Look through the records and copy every line in which "SUDBURY" appears.

───── EXERCISE DATA ─────

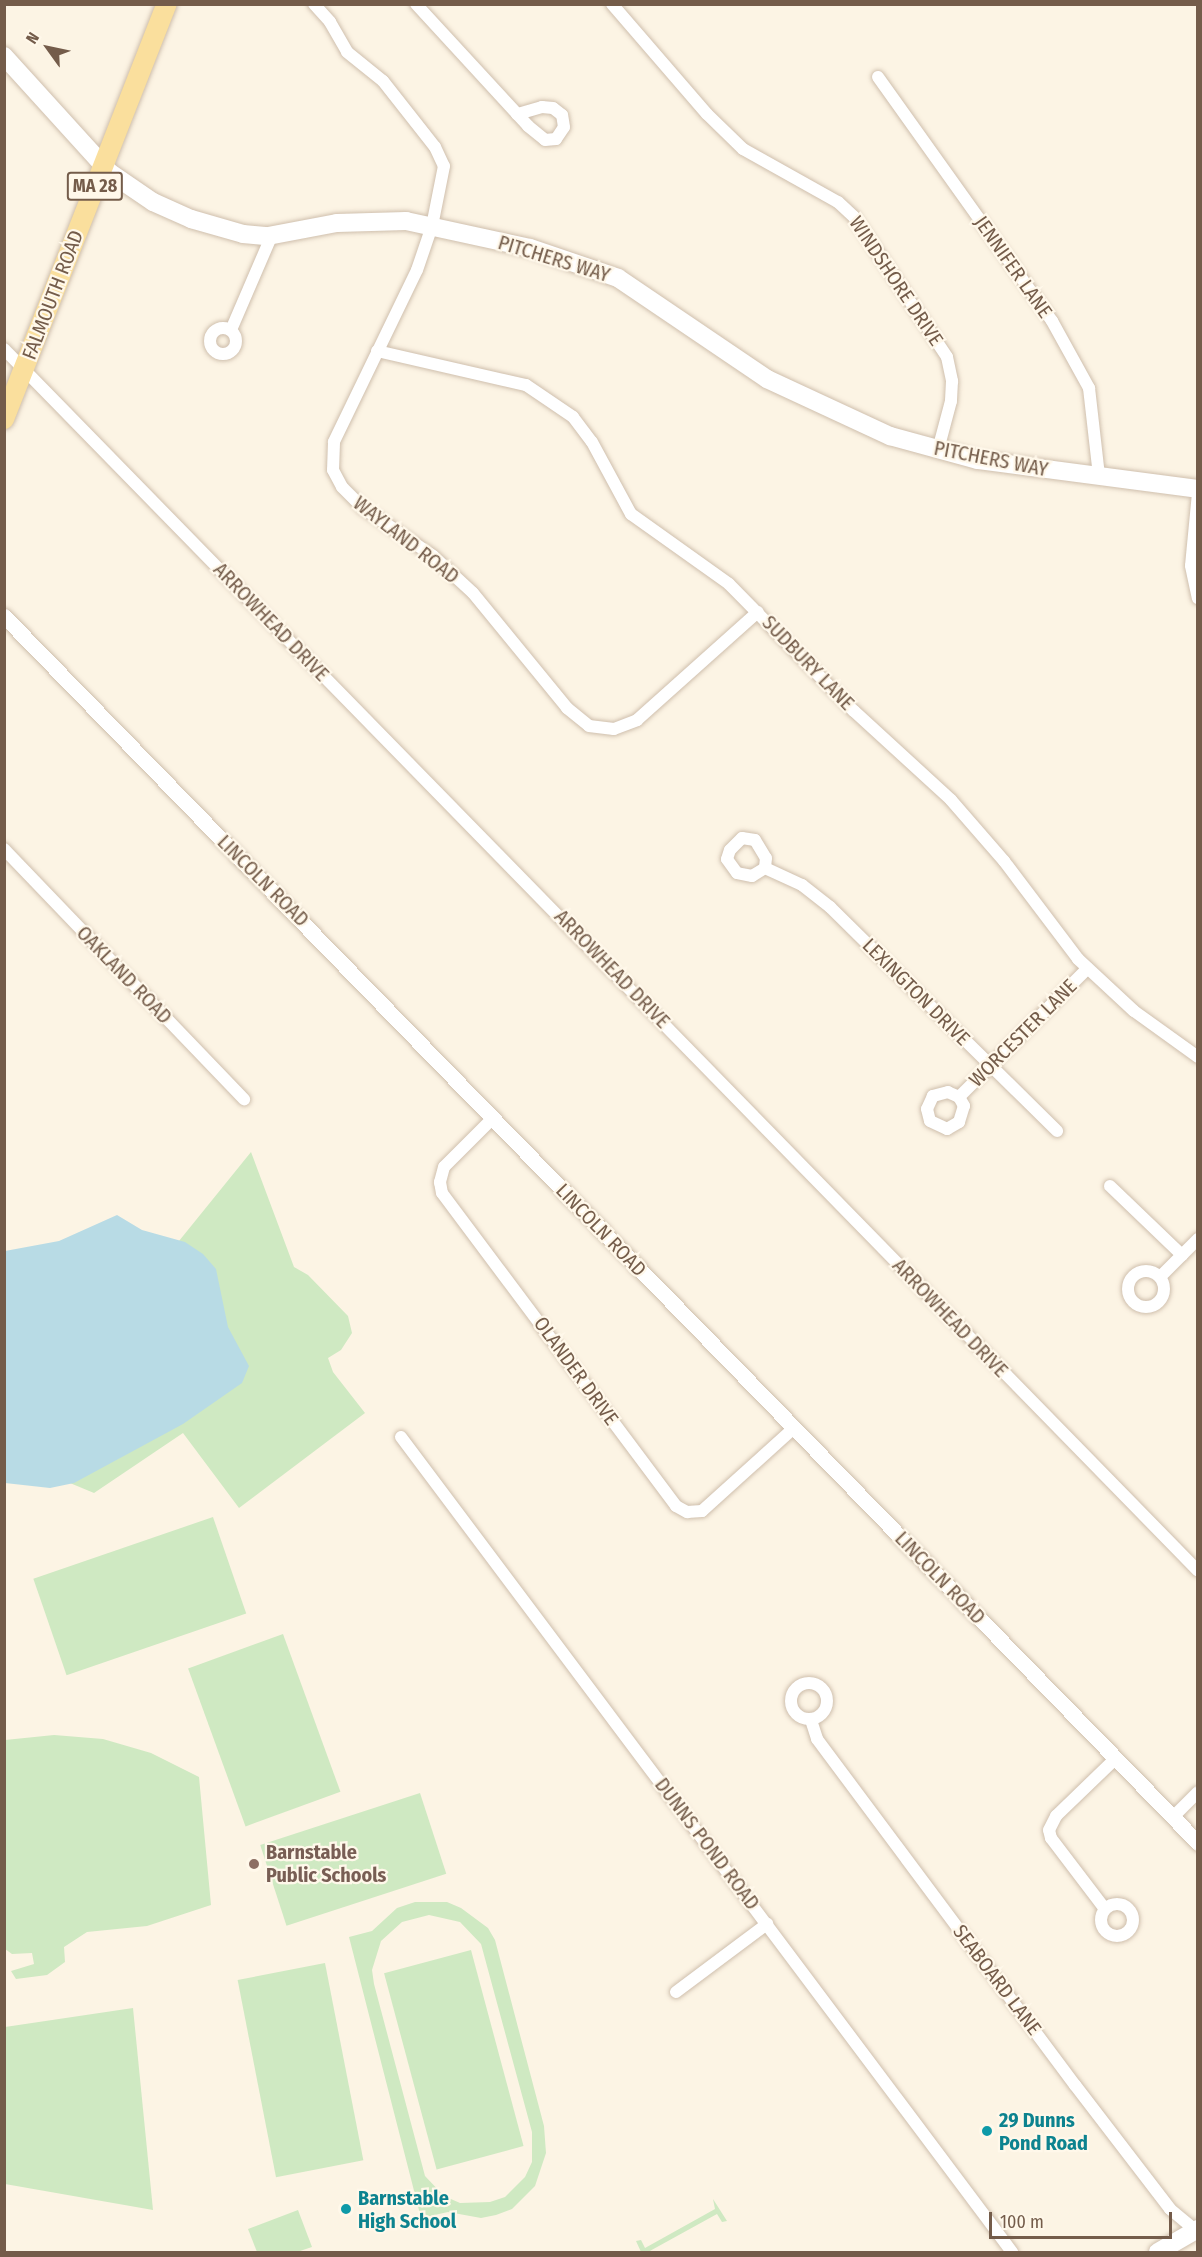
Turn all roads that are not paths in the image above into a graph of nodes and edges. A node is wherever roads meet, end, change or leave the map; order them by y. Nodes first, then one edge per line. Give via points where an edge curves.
1 (167, 4) edge
2 (314, 4) edge
3 (416, 4) edge
4 (612, 4) edge
5 (4, 56) edge
6 (878, 78) dead end
7 (517, 114) dead end
8 (103, 165) junction
9 (432, 226) junction
10 (272, 235) junction
11 (231, 330) dead end
12 (4, 349) edge
13 (377, 351) junction
14 (24, 368) junction
15 (4, 419) edge
16 (938, 450) junction
17 (1099, 476) junction
18 (1197, 491) edge
19 (1197, 598) edge
20 (758, 612) junction
21 (4, 616) edge
22 (4, 849) edge
23 (765, 868) dead end
24 (1088, 968) junction
25 (1197, 1057) edge
26 (991, 1066) junction
27 (959, 1097) dead end
28 (244, 1099) dead end
29 (493, 1118) junction
30 (1057, 1131) dead end
31 (1110, 1186) dead end
32 (1197, 1239) edge
33 (1182, 1255) junction
34 (1160, 1277) dead end
35 (794, 1428) junction
36 (401, 1437) dead end
37 (1197, 1571) edge
38 (811, 1720) dead end
39 (1116, 1758) junction
40 (1197, 1792) edge
41 (1173, 1816) junction
42 (1197, 1843) edge
43 (1105, 1909) dead end
44 (767, 1924) junction
45 (676, 1992) dead end
46 (1196, 2230) edge
47 (1012, 2253) edge
48 (1158, 2253) edge

1 - 8 main road, FALMOUTH ROAD / MA 28
2 - 9 street, WAYLAND ROAD via 347,52 383,81 441,158 444,177
3 - 7 street
4 - 16 street, WINDSHORE DRIVE via 736,144 838,202 862,227 947,357 951,401
5 - 8 main road, PITCHERS WAY
6 - 17 street, JENNIFER LANE via 1052,321 1089,388
8 - 10 main road, PITCHERS WAY via 136,191 184,216 243,234
8 - 14 main road, FALMOUTH ROAD / MA 28
9 - 10 main road, PITCHERS WAY via 373,220
9 - 13 street, WAYLAND ROAD via 417,270
9 - 16 main road, PITCHERS WAY via 530,248 618,278 788,391 855,423
10 - 11 street
12 - 14 street, ARROWHEAD DRIVE
13 - 20 street, SUDBURY LANE via 514,381 550,399 586,433 636,519 720,575
13 - 20 street, WAYLAND ROAD via 334,442 332,459 337,480 363,508 433,556 473,593 581,722 606,730 630,725 658,706
14 - 15 main road, FALMOUTH ROAD / MA 28
14 - 37 street, ARROWHEAD DRIVE
16 - 17 main road, PITCHERS WAY via 1003,464
17 - 18 main road, PITCHERS WAY
18 - 19 street via 1191,566
20 - 24 street, SUDBURY LANE via 854,711 965,815
21 - 29 street, LINCOLN ROAD
22 - 28 street, OAKLAND ROAD
23 - 26 street, LEXINGTON DRIVE via 802,885 830,907
24 - 25 street, SUDBURY LANE via 1134,1011
24 - 26 street, WORCESTER LANE
26 - 27 street, WORCESTER LANE
26 - 30 street, LEXINGTON DRIVE
29 - 35 street, LINCOLN ROAD
29 - 35 street, OLANDER DRIVE via 444,1167 442,1193 676,1506 687,1512 702,1511
31 - 33 street
32 - 33 street
33 - 34 street
35 - 39 street, LINCOLN ROAD
36 - 44 street, DUNNS POND ROAD
38 - 46 street, SEABOARD LANE via 817,1739 1101,2119 1170,2209
39 - 41 street, LINCOLN ROAD
39 - 43 street via 1056,1815 1049,1830
40 - 41 street
41 - 42 street, LINCOLN ROAD
44 - 45 street
44 - 47 street, DUNNS POND ROAD
46 - 48 main road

─────

## REPLY
13 - 20 street, SUDBURY LANE via 514,381 550,399 586,433 636,519 720,575
20 - 24 street, SUDBURY LANE via 854,711 965,815
24 - 25 street, SUDBURY LANE via 1134,1011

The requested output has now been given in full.